Alfredo Segatori, uno de los muralistas más reconocidos del país, horas antes del partido de Argentina de ayer, se encontraba “poniéndole el cuerpo” a una de sus obras más emblemáticas. Para el artista es cumplir con un ritual que nació con la Copa del Mundo, “venimos con la cábala, desde que empezó el mundial vengo todos los días que juega Argentina antes del partido un ratito a darle unos toques”.
El mural, que une las figuras de Lionel Messi y Carlos Gardel, ha sufrido el paso del tiempo.

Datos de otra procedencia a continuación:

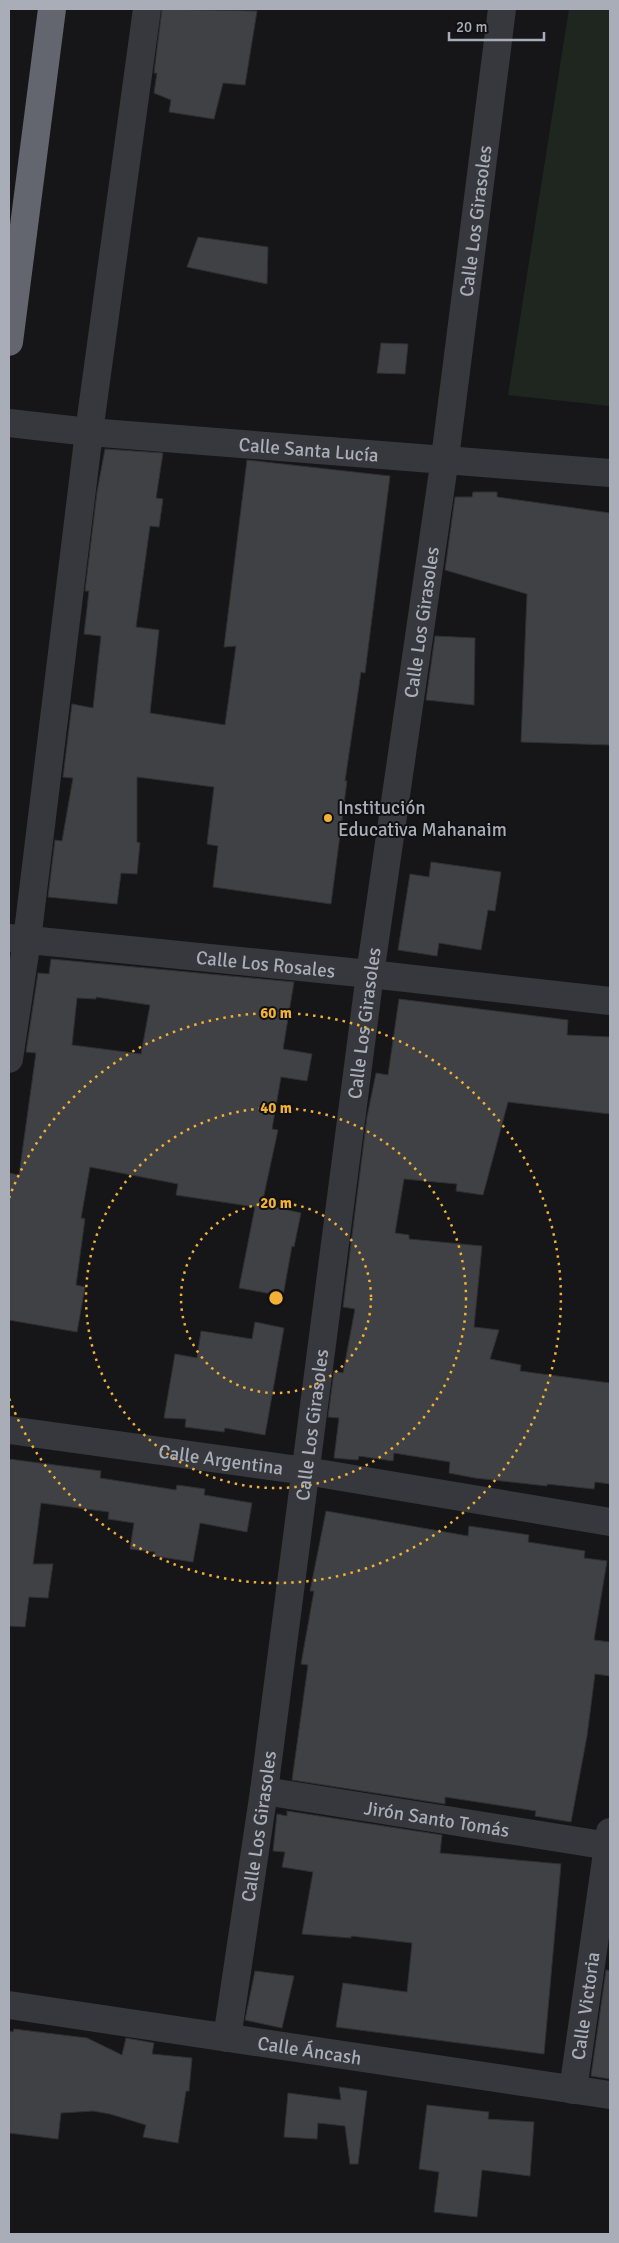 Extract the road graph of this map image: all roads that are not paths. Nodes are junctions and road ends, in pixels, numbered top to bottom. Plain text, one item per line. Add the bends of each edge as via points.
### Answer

Según explica el propio Segatori en diálogo en “Todo no se puede” de La Cielo 103.5, la pared tiene filtraciones del terraplén que obligaron a una intervención profunda. “Estaba todo Gardel lleno de musgo, le sacamos el musgo al otro día, le llevamos el traje a la tintorería el otro día, los pusimos bien pitucos para la ocasión”. Para el artista, esta restauración no es un simple mantenimiento técnico, sino una mutación creativa que él denomina “exabrupto de color” o “miseria abstracta Argentina”.
El arte urbano lleno de mística y vulnerabilidad
La mística de la obra se apoya en coincidencias que Segatori destaca con asombro, como el hecho de haber iniciado los trabajos un 24 de junio, “vinimos justo el día que jugábamos, en el cumpleaños de Messi que casualmente es el día que partió Gardel a más allá”.
Ante el debate sobre la nacionalidad del “Zorzal Criollo”, el muralista es tajante, “Gardel es argentino, Carlitos es más argentino que el mate y el dulce de leche, así que vamos con Carlitos todavía”.
Sin embargo, detrás del brillo de los colores, la realidad de la gestión del arte urbano en la ciudad es compleja. Segatori denuncia que, a pesar de la visibilidad de su trabajo, el apoyo estatal es nulo.
“Mirá, lo buena onda en general hay, lo que no hay es presupuesto, no te dan un mango”, explica el muralista. Esta falta de fondos lo ha llevado a autogestionar la obra con apoyo privado, “nos pusimos un poco al pecho de la cosa y dijimos ‘mira esta pared la verdad lo merece’, la gente de Terna nos facilitaron la pintura”. Su objetivo actual es encontrar empresas que ayuden a iluminar el mural, ya que “esto a la noche no tiene luz”.
Una promesa y un mural
Segatori recordó cómo el mural del Diego y Charly García bailando el tango nació de un encuentro con el propio músico, “le había prometido a Charlie en una oportunidad que le pintamos la limusina y lo conocí personalmente que le íbamos a dibujar acá con el Diego bailando el tango y bueno cumplimos esa palabra”.
El artista se prepara para seguir trabajando en el “Messi Malevo” y otras figuras. Para él, el arte en la calle es una historia viva que debe transformarse, “es aburrido siempre restaurar la obra a lo que era original, siempre hacerle un cambio, algún reciclaje es interesante”. Con la convicción del que cree en el destino, el artista sentencia, “mientras sigamos ganando estamos acá hasta la final”.